The psychology behind magic and misinformation is often one and the same
What do fake news and magic have in common? We’ve all seen a magic show during a kid’s birthday party, and heard the “oohs” and “ahs” over an endless handkerchief. But the psychology behind magic has helped researchers explore the people’s everyday reasoning, writes Tim Harford for the Financial Times. Magicians play on misdirecting and manipulating the audience's attention and thoughts to lead them away from the truth. By applying the same concepts to explain general cognitive processes, we can better understand why misinformation and fake news run rampant in political and economical spheres.
Demonstrating the art of misdirection: Apollo Robbins, the world-famous theatrical pickpocket, explained the basic principle behind misdirection in a Ted talk. In a nutshell: We pay less attention than we think we do (watch, runtime: 08:34). To prove his point, he asked the audience to close their eyes and recall what he’s been wearing for the past few minutes on stage. After some struggle from the audience, he moves onto his next trick, picking a volunteer to come onstage and deftly takes his watch without anyone noticing. In a final hoorah, he asks the audience to once again take a look at his clothes, which are all different from when he first asked them to close their eyes. This practical approach to his explanation saw Robbins misdirect the attention to his performance with the volunteer and change his clothes in plain sight.
Politicians use this same approach to focus people’s attention away from scandals or other events: The approach has a name in political dialogue: The “dead cat strategy,” which metaphorically calls for throwing a dead cat on the dining room table if things get awkward. Yes, people will be outraged, but the attention will be led away from the topic. Former US President Donald Trump “had an unrivalled gift for producing a dead cat whenever he wanted to,” writes Harford for the FT ahead of the release of his book How To Make The World Add Up.
Controlling and deceiving human perception: Teller, who makes one half of magician duo Penn & Teller, told Smithsonian Magazine that magic has less to do with fancy machinery and more with understanding and manipulating how viewers digest sensory information. Among his suggestions for pulling off a believable magic trick are exploiting pattern recognition, so that audiences expect the same thing to happen every time — and missing if it doesn’t. The darkest of magic’s psychological secrets, in his opinion: “If you are given a choice, you believe you have acted freely.”
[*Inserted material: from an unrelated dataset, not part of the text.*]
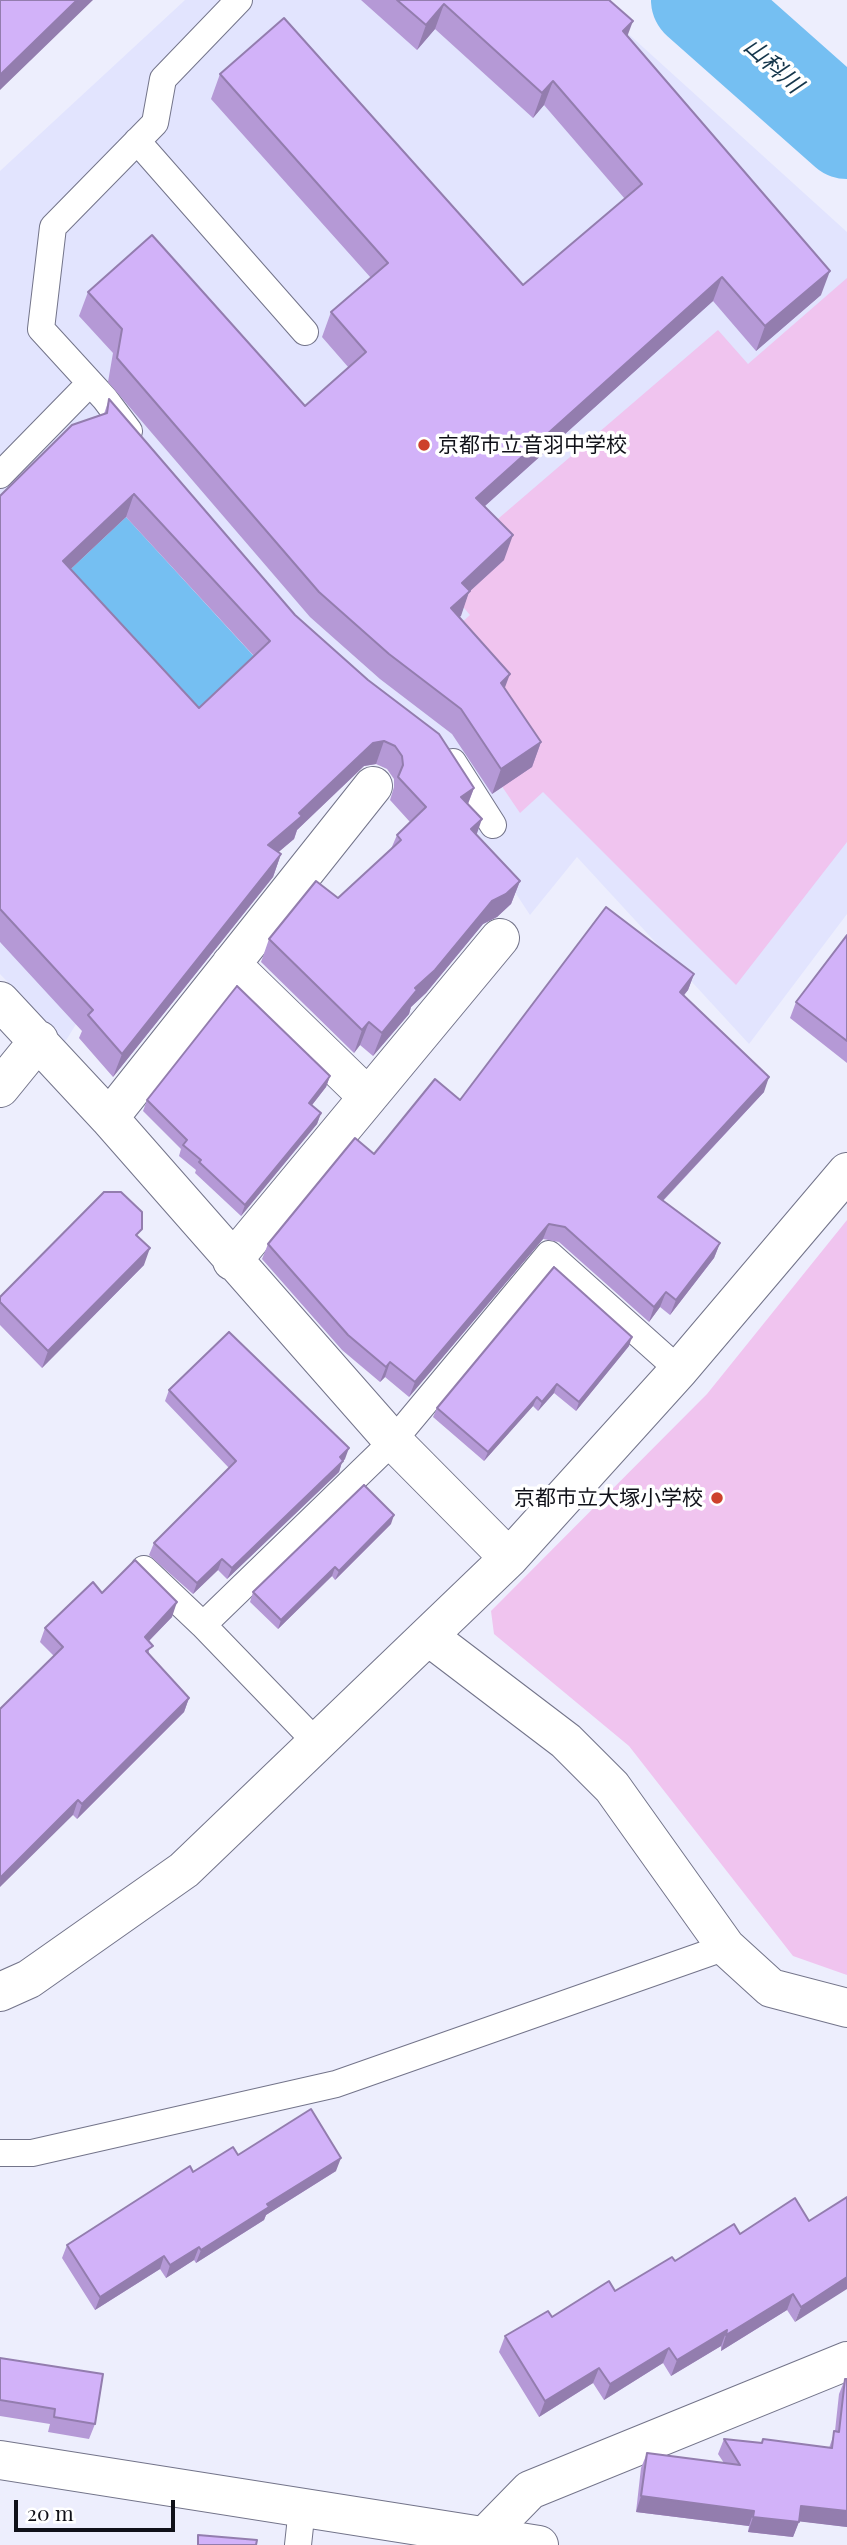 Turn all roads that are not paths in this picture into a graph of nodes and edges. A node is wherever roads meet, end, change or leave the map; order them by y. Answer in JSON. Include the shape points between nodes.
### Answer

So, why are we prone to falling for the same tricks again and again? Some say it's that we are incapable of telling the difference between truth and lies in situations we’re not familiar with or in cases where we lack critical-thinking skills. However, we’ve all seen a knowledgeable person fall prey to misinformation, hence the second explanation: That we know the difference and just don’t care. In a study published in the Nature journal, participants were given 36 news headlines and asked to assess how accurate or inaccurate they are. Most did well at this stage, clearly distinguishing between the fake and real news items. However, once asked which they would be more likely to share on social media, participants quickly forgot the difference between truth and lies and chose news that was sympathetic to their political or religious beliefs, no matter how inaccurate it was.
We also fall for the ‘There’s nothing up my sleeve’ act: Another misdirection principle is that once people are introduced to a possible solution, it continues to affect their reasoning capacity — even if it is proven false. Even after the magician shows you there’s nothing up his sleeve, his pointing out the possibility will have you focused on whether it could be true, misdirecting you away from whatever could be in his pocket or in his hat. In a University of London study testing this hypothesis, researchers found that participants who were not offered a false solution to a card trick were more likely to find the correct answer. “It’s as if, having made the effort to construct a solution, people become stuck on it and less able to ‘think outside the box’ and come up with a new solution that abandons their original assumptions,” explained Gustav Kuhn, the co-author of the study who just released a new book titled Experiencing the Impossible.
How can you stop being deceived? Don’t be so overconfident. What makes magic tricks easier to perform is people’s intuitive overconfidence that they will notice what matters. We share misinformation because we don’t research it enough to determine its accuracy, we see one thing and assume it is another. Our own brains conspire in the illusion, filling any blind spots with plausible images or explanations, even when there are none. “Pay attention; get some context; ask questions; stop and think,” urges Harford. We can spot the tricks, but the problem is we don’t really try to, and then believe that we did.